Le donne non avevano scelta: o si sposavano o rimanevano “signorine” (nubili) e comunque fosse la condizione il loro ruolo era sempre quello di prendersi cura degli altri. Il destino delle nubili era quello di dedicare tutta la loro vita a fratelli e sorelle, nipoti e genitori. Le donne non sposate dovevano rimanere vergini per la vita, per conservare l’onorabilità della famiglia più che quella per sé stesse. Le nostre nonne avevano un fare silenzioso e sottomesso, eppure erano loro a gestire l’economia familiare, erano guide indispensabili per quei mariti forti e spavaldi che le volevano buone massaie e instancabili lavoratrici in grado di mettere al mondo tutti i figli che “Dio mandava loro”.
Venne poi il “ ‘68” e la rivoluzione femminista, ma qui non se ne vedeva neppure l’ombra.
Le figlie di quelle donne pazienti continuarono a prepararsi il corredo. Qualcosa era cambiato. Qualcuna proveniente (ma non necessariamente) da una famiglia benestante, poteva continuare gli studi e diventare maestra. Queste fortunate ragazze, per la prima volta, ebbero l’opportunità di fare il loro destino. Non si fidanzavano più come le loro mamme ma avevano la possibilità di scegliere chi amare. Da fidanzate erano sempre sotto la rigida vigilanza di fratelli e genitori perché ancora la “serietà” era sinonimo di onorabilità della famiglia. Si teneva molto in considerazione la storia della famiglia d’origine nella scelta di un fidanzato.
Gli uomini invece non riuscirono a modificarsi, rimasero chiusi nel ruolo che era appartenuto ai loro padri. All’uomo era consentito quasi come una conformazione naturale, uscire, ubriacarsi e restare intere serate al bar con gli amici. Pretendeva dalla moglie una vita ordinata, sicura, fatta di puntuali pranzi e cene, indumenti sempre puliti e stirati. Erano padri autorevoli, poche volte autoritari. Non erano avvezzi alle coccole ma la dedizione e l’amore per i loro figli traspariva dai sacrifici che erano disposti a fare per loro. Furono padri emigranti in terre straniere, perennemente lontani da casa, alla ricerca di un lavoro che garantisse alla loro famiglia una vita agiata. Uomini disposti a dormire sotto i ponti, a vivere sulla loro pelle il razzismo, l’intolleranza, la fatica più aspra.
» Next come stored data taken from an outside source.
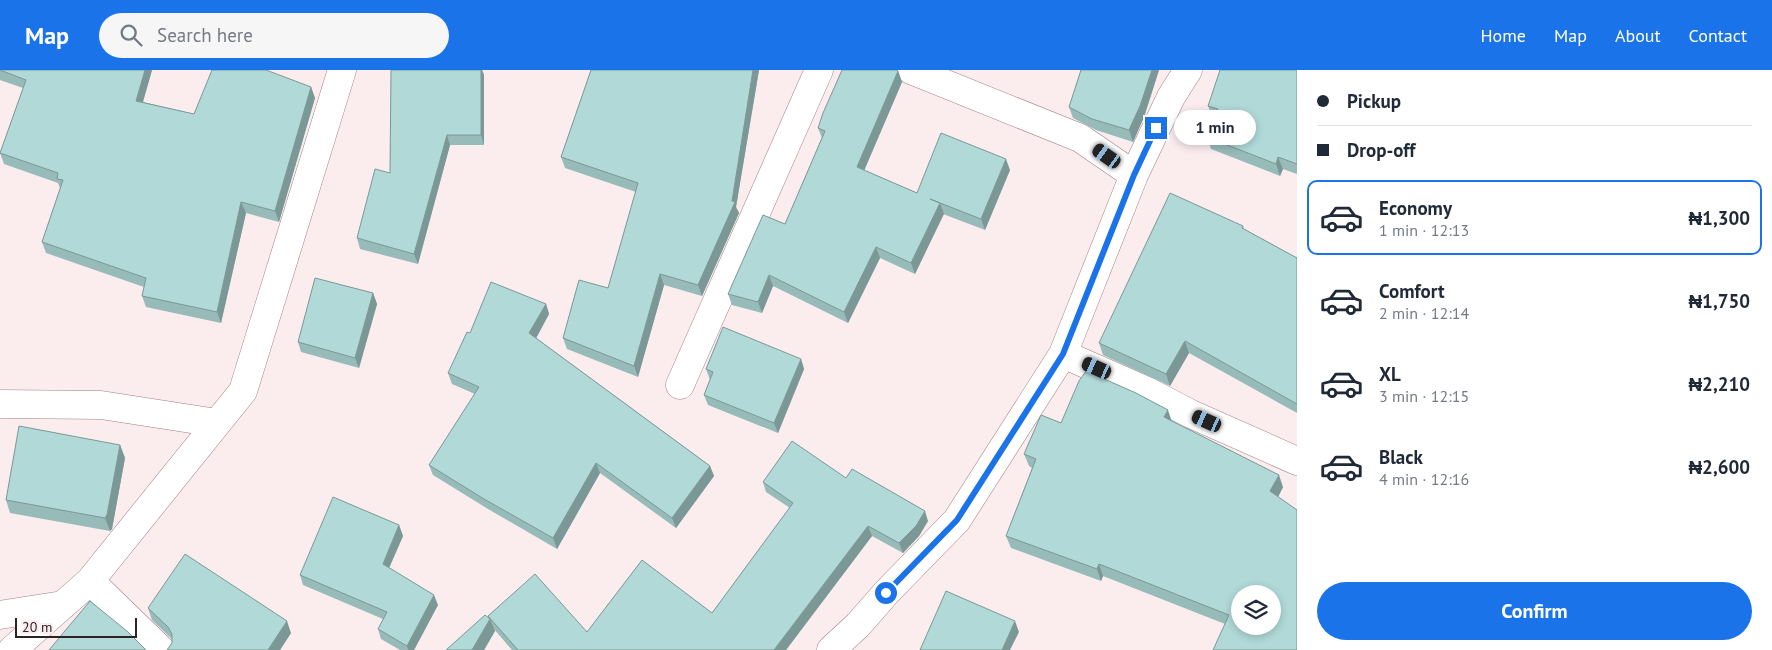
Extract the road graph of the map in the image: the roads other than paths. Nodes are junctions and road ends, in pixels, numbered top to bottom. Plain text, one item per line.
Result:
1 (342, 70) edge
2 (819, 70) edge
3 (911, 70) edge
4 (1188, 70) edge
5 (1134, 175) junction
6 (1063, 354) junction
7 (680, 385) dead end
8 (0, 404) edge
9 (217, 423) junction
10 (1297, 461) edge
11 (90, 581) junction
12 (63, 605) junction
13 (0, 615) edge
14 (12, 650) edge
15 (161, 650) edge
16 (831, 650) edge

1 - 9 street
2 - 7 street
3 - 5 street
4 - 5 street
5 - 6 street
6 - 10 street
6 - 16 street
8 - 9 street
9 - 11 street
11 - 12 street
11 - 15 street
12 - 13 street
12 - 14 street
Le donne sposate nella nostra comunità non potevano lavorare, a meno che fossero maestre o impiegate; il lavoro manuale era un affronto all’uomo, era come sputargli in faccia un suo fallimento.
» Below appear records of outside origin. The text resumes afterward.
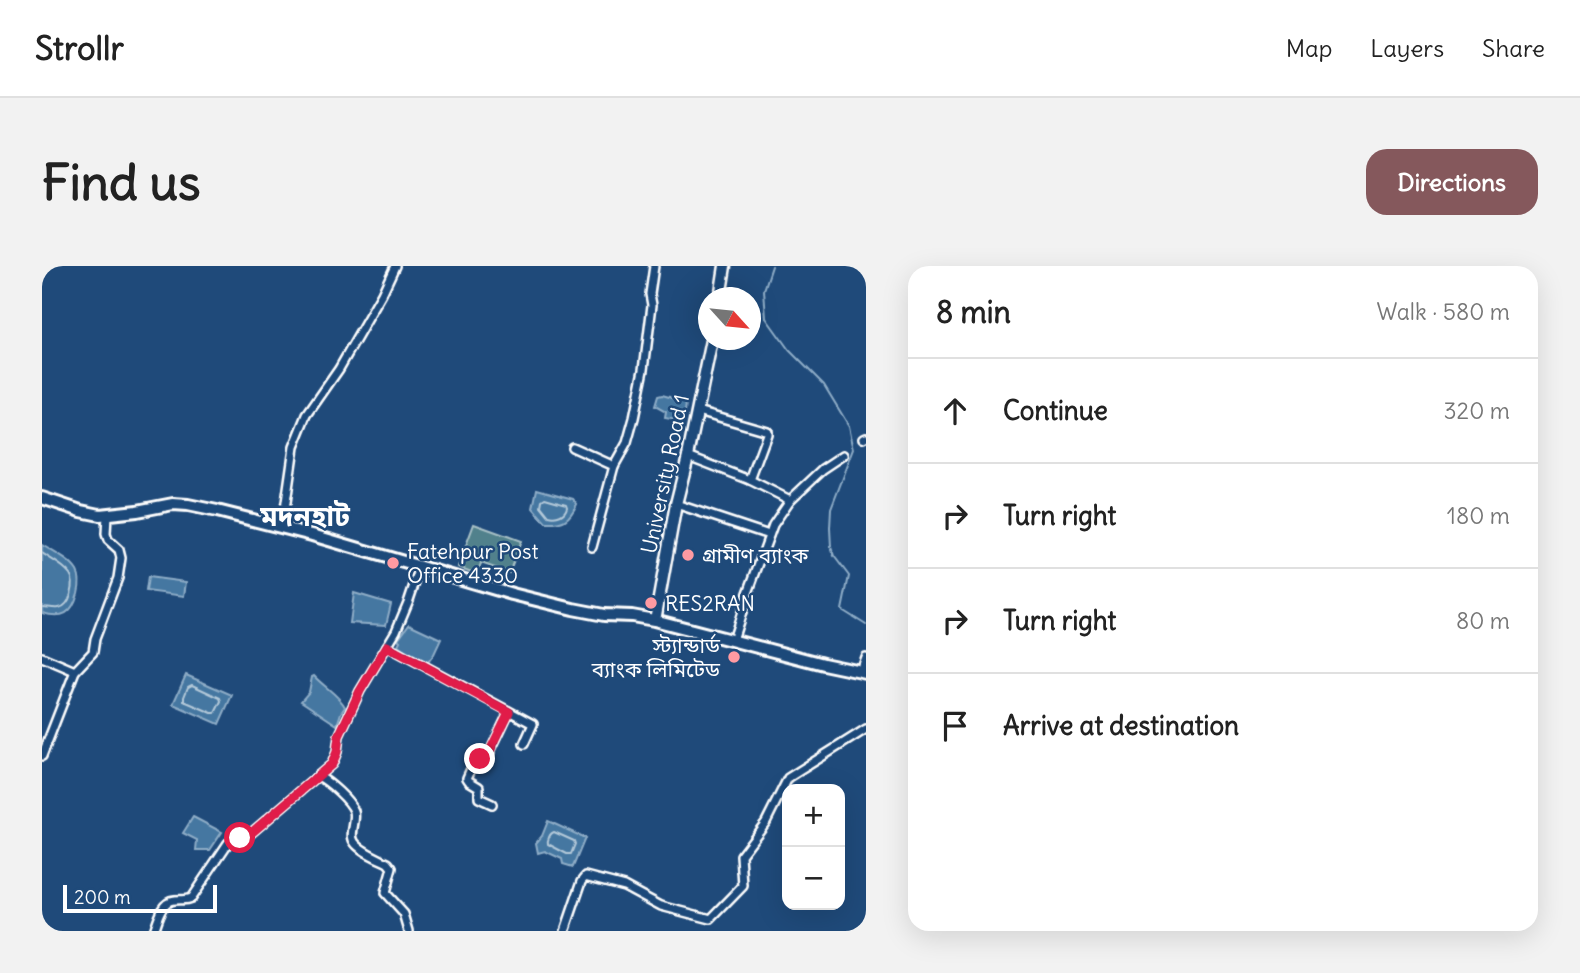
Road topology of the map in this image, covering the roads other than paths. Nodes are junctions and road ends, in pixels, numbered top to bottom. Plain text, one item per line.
1 (395, 266) edge
2 (654, 266) edge
3 (725, 266) edge
4 (722, 287) edge
5 (710, 350) edge
6 (698, 411) junction
7 (572, 447) dead end
8 (844, 455) dead end
9 (688, 456) junction
10 (614, 466) junction
11 (750, 481) junction
12 (42, 496) edge
13 (790, 500) junction
14 (676, 504) junction
15 (107, 515) junction
16 (283, 523) junction
17 (769, 535) junction
18 (592, 547) dead end
19 (420, 567) junction
20 (656, 615) junction
21 (735, 634) dead end
22 (387, 646) junction
23 (42, 657) edge
24 (865, 666) edge
25 (75, 671) junction
26 (509, 712) junction
27 (866, 729) edge
28 (524, 744) dead end
29 (42, 756) edge
30 (318, 776) junction
31 (492, 804) dead end
32 (153, 931) edge
33 (409, 931) edge
34 (565, 931) edge

1 - 16 street
2 - 10 street
3 - 4 main road
5 - 6 main road, University Road 1
6 - 9 main road, University Road 1
6 - 11 street
7 - 10 street
8 - 13 street
9 - 11 street
9 - 14 main road, University Road 1
10 - 18 street
11 - 13 street
12 - 15 highway
12 - 16 highway
13 - 17 street
14 - 17 street
14 - 20 main road, University Road 1
15 - 19 highway
15 - 25 street
16 - 20 highway
17 - 21 street
19 - 22 street
19 - 24 highway
20 - 24 highway
22 - 26 street
22 - 30 street
23 - 25 street
25 - 29 street
26 - 28 street
26 - 31 street
27 - 34 street
30 - 32 street
30 - 33 street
Queste donne iniziarono a convincere i mariti sull’importanza di un diploma o di una laurea per le loro figlie e seppero adattarsi ai tempi, pur nel loro agire silenzioso, paziente, intuitivo e, direi, anche benevolmente furbo, pur continuando a preparare il corredo alle loro figlie.
Sono state guide e complici di figlie che si apprestavano a vivere come donne del XXI secolo.
Le donne di oggi sono omologate al resto del mondo. Consapevoli delle loro potenzialità, del loro corpo e della libertà di decidere per il loro futuro. In questo piccolo angolo del mondo conservano ancora una grande pazienza, semplicità e spirito di sacrificio. I loro mariti sono premurosi, molto diversi da quelli che hanno avuto le loro mamme. Gli uomini oggi aiutano le mogli nel menage familiare, coccolano e si prendono cura dei figli in modo quasi paritario. Eppure, in essi vivono come calcificati vecchi retaggi. Dilagante è un atteggiamento che da un lato elogia la donna libera e indipendente ma, di fatto, tende ad ancorarla a modelli del passato. In realtà gli uomini continuano a sognare una donna che sappia preparar loro la pasta fatta in casa, che lavi, stiri e stia buona e zitta. Chi esce da questo modello apatico, diventa bersaglio, motivo per farfugliare pettegolezzi e allusioni, superficiali e cattivi, nel chiuso dei bar. Un atteggiamento questo, stratificato, che riguarda un po’ tutti, indipendentemente dal livello culturale.
Le donne continuano ad adattarsi, a modificarsi e a plasmarsi di volontà e coraggio, scontrandosi e pagando spesso il prezzo di un maschilismo radicato e più subdolo di quello del passato, perché nascosto sotto le vesti di una società moderna.
Hanno smesso di preparare il corredo per le loro figlie, forse nella speranza che imparino a provvedere da sole alla loro vita, e a scegliere anche se prepararsi o meno il corredo.